[Exercise] Reproduce each line from the records that holds "Kutlar".

[Stored data]
________

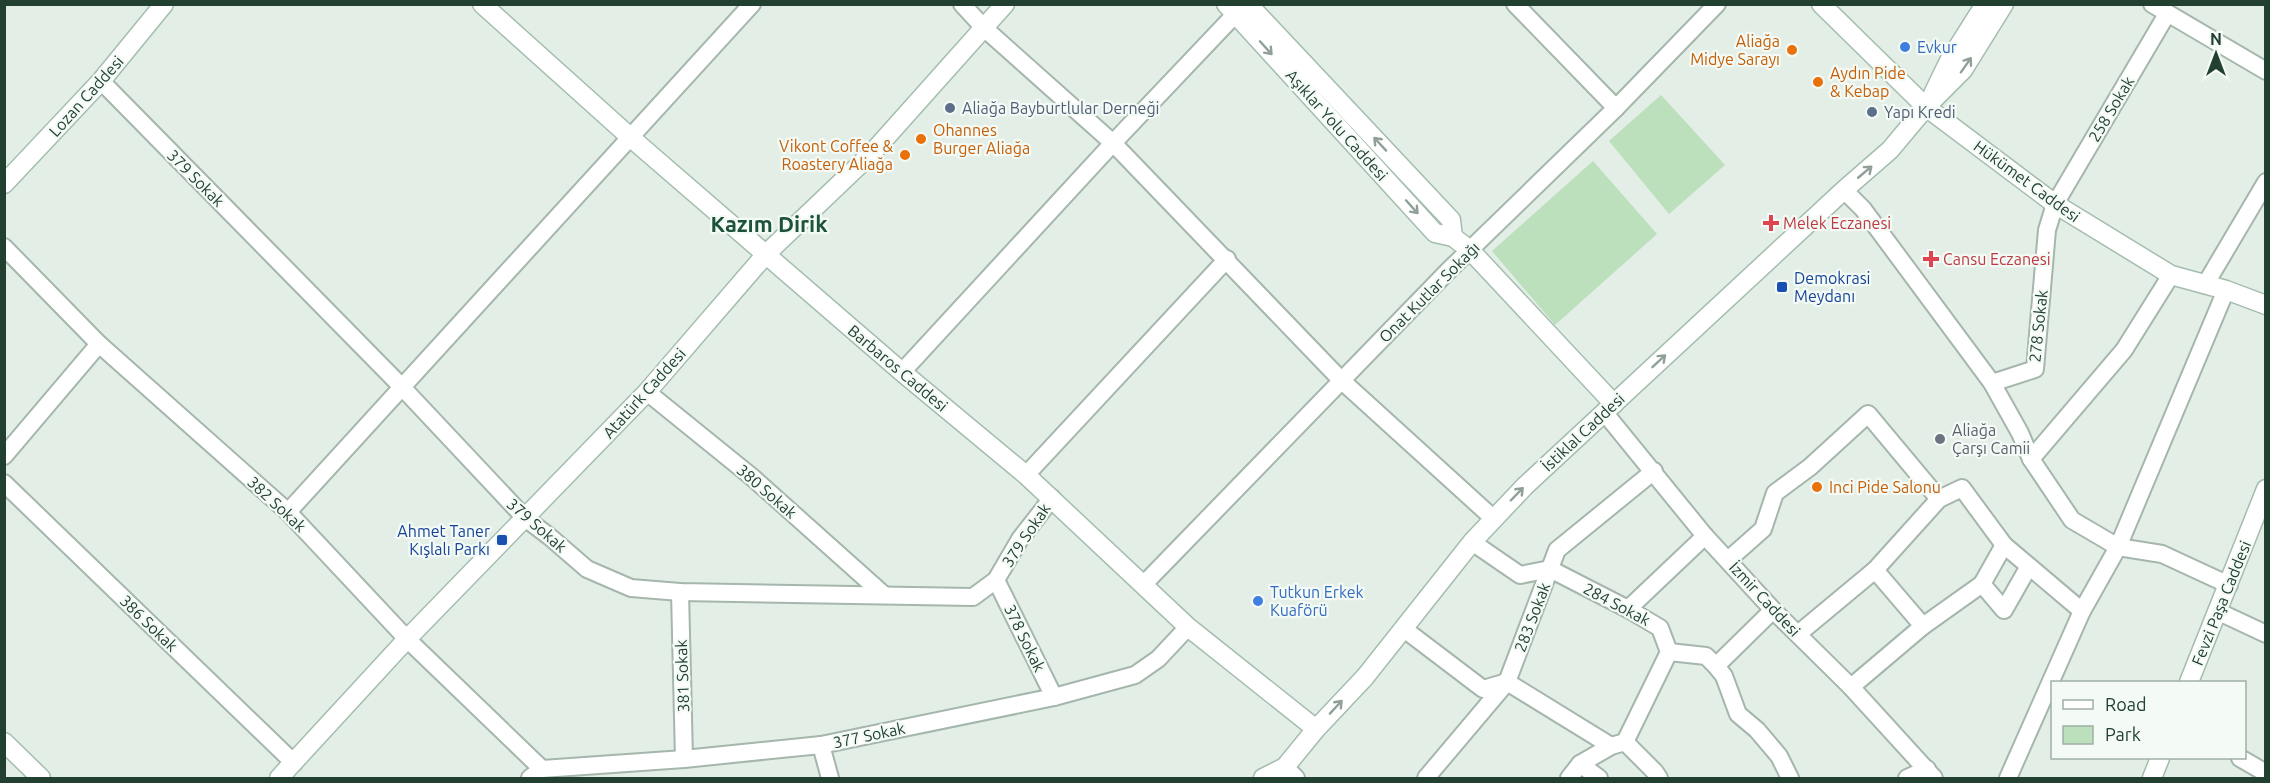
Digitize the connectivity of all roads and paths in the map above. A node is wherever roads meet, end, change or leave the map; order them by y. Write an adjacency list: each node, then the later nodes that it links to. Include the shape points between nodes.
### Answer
1 (164, 4): 16 (street, Lozan Caddesi)
2 (483, 4): 19 (street, Barbaros Caddesi)
3 (752, 4): 19 (street)
4 (962, 4): 14 (street)
5 (1005, 4): 14 (street, Atatürk Caddesi)
6 (1515, 4): 18 (street)
7 (1718, 4): 18 (street, Onat Kutlar Sokağı)
8 (1821, 4): 17 (street, Hükümet Caddesi)
9 (1985, 4): 17 (street, İstiklal Caddesi)
10 (2004, 4): 17 (street, İstiklal Caddesi, one-way to 10, via 1963,70)
11 (2152, 4): 13 (street)
12 (1239, 7): 20 (street); 26 (street, Aşıklar Yolu Caddesi, via 1451,220 1453,237)
13 (2168, 14): 15 (street); 24 (street, 258 Sokak)
14 (984, 28): 20 (street); 27 (street, Atatürk Caddesi, via 872,153)
15 (2265, 71)
16 (101, 81): 22 (street, Lozan Caddesi); 37 (street, 379 Sokak)
17 (1926, 107): 23 (street, İstiklal Caddesi, one-way to 17, via 1890,150); 24 (street, Hükümet Caddesi)
18 (1616, 108): 26 (street, Onat Kutlar Sokağı)
19 (630, 137): 27 (street, Barbaros Caddesi); 37 (street)
20 (1113, 143): 28 (street); 34 (street)
21 (2265, 182): 30 (street)
22 (4, 184)
23 (1844, 190): 36 (street, via 1863,209); 39 (street, İstiklal Caddesi, one-way to 23)
24 (2055, 204): 29 (street, Hükümet Caddesi); 36 (street, 278 Sokak, via 2047,230 2035,369)
25 (4, 247): 33 (street, 382 Sokak)
26 (1470, 250): 35 (street, Onat Kutlar Sokağı); 39 (street, Aşıklar Yolu Caddesi)
27 (766, 254): 34 (street, Barbaros Caddesi); 38 (street, Atatürk Caddesi)
28 (1227, 259): 35 (street); 43 (street)
29 (2171, 275): 30 (street, Hükümet Caddesi); 41 (street, via 2124,350)
30 (2205, 285): 31 (street, Hükümet Caddesi)
31 (2226, 290): 32 (street, Hükümet Caddesi); 54 (street)
32 (2265, 305)
33 (99, 344): 40 (street); 48 (street, 382 Sokak)
34 (902, 372): 43 (street, Barbaros Caddesi)
35 (1341, 380): 50 (street); 60 (street, Onat Kutlar Sokağı)
36 (1992, 383): 41 (street)
37 (401, 387): 48 (street); 49 (street, 379 Sokak)
38 (647, 392): 49 (street, Atatürk Caddesi); 64 (street, 380 Sokak, via 752,477)
39 (1609, 408): 42 (street, İzmir Caddesi); 50 (street, İstiklal Caddesi, one-way to 39)
40 (4, 456)
41 (2031, 459): 54 (street, via 2072,520)
42 (1654, 471): 51 (street, İzmir Caddesi); 57 (street, 283 Sokak, via 1557,550)
43 (1026, 475): 46 (street, Barbaros Caddesi)
44 (4, 483): 88 (street, 386 Sokak)
45 (2265, 492): 62 (street, Fevzi Paşa Caddesi)
46 (1052, 498): 59 (street, 379 Sokak, via 1020,539); 60 (street, Barbaros Caddesi)
47 (1939, 499): 53 (street, via 1962,488); 55 (street, via 1868,414 1775,493 1763,529); 58 (street)
48 (288, 512): 74 (street, 382 Sokak)
49 (525, 518): 63 (street, 379 Sokak, via 587,569 631,588); 74 (street, Atatürk Caddesi)
50 (1494, 519): 52 (street, İstiklal Caddesi)
51 (1705, 536): 55 (street, İzmir Caddesi); 65 (street)
52 (1472, 542): 57 (street, via 1520,574); 71 (street, İstiklal Caddesi)
53 (2004, 545): 56 (street); 61 (street)
54 (2118, 547): 62 (street, via 2162,554); 67 (street)
55 (1728, 560): 66 (street, İzmir Caddesi)
56 (2028, 567): 61 (street, via 2004,610); 67 (street)
57 (1550, 569): 65 (street, 284 Sokak); 78 (street, 283 Sokak)
58 (1875, 570): 69 (street); 72 (street)
59 (996, 580): 64 (street, 379 Sokak, via 973,597); 80 (street, 378 Sokak)
60 (1144, 584): 70 (street, Barbaros Caddesi)
61 (1982, 584): 69 (street)
62 (2229, 585): 68 (street, Fevzi Paşa Caddesi)
63 (680, 592): 64 (street, 379 Sokak); 85 (street, 381 Sokak)
64 (884, 595)
65 (1628, 609): 75 (street, 284 Sokak, via 1660,628)
66 (1773, 610): 72 (street, İzmir Caddesi); 76 (street)
67 (2082, 611): 104 (street)
68 (2217, 611): 73 (street); 77 (street, Fevzi Paşa Caddesi)
69 (1923, 626): 79 (street)
70 (1188, 627): 80 (street, 377 Sokak, via 1158,659 1135,675); 81 (street, Barbaros Caddesi)
71 (1404, 629): 78 (street, via 1483,689); 81 (street, İstiklal Caddesi, one-way to 71)
72 (1798, 634): 79 (street, İzmir Caddesi)
73 (2265, 634)
74 (407, 639): 88 (street, Atatürk Caddesi); 91 (street, 382 Sokak)
75 (1669, 652): 76 (street, via 1706,656); 83 (street)
76 (1716, 666): 102 (street, via 1724,676 1738,714 1779,756)
77 (2189, 681)
78 (1507, 682): 83 (street); 98 (street, 283 Sokak)
79 (1851, 687): 92 (street, İzmir Caddesi)
80 (1054, 697): 84 (street, 377 Sokak)
81 (1316, 729): 93 (street, İstiklal Caddesi)
82 (4, 742): 94 (street)
83 (1618, 744): 89 (street); 101 (street)
84 (821, 745): 85 (street, 377 Sokak); 96 (street)
85 (684, 759): 91 (street, 377 Sokak)
86 (2160, 759): 105 (street)
87 (2242, 759): 90 (street)
88 (294, 763): 95 (street, Atatürk Caddesi)
89 (1580, 764): 99 (street); 100 (street)
90 (2265, 772)
91 (536, 774)
92 (1930, 774): 103 (street)
93 (1287, 775): 97 (street, İstiklal Caddesi)
94 (41, 778)
95 (279, 778)
96 (830, 778)
97 (1263, 778)
98 (1426, 778)
99 (1569, 778)
100 (1599, 778)
101 (1659, 778)
102 (1790, 778)
103 (1907, 778)
104 (2008, 778)
105 (2152, 778)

________

[Answer box]
7 (1718, 4): 18 (street, Onat Kutlar Sokağı)
18 (1616, 108): 26 (street, Onat Kutlar Sokağı)
26 (1470, 250): 35 (street, Onat Kutlar Sokağı); 39 (street, Aşıklar Yolu Caddesi)
35 (1341, 380): 50 (street); 60 (street, Onat Kutlar Sokağı)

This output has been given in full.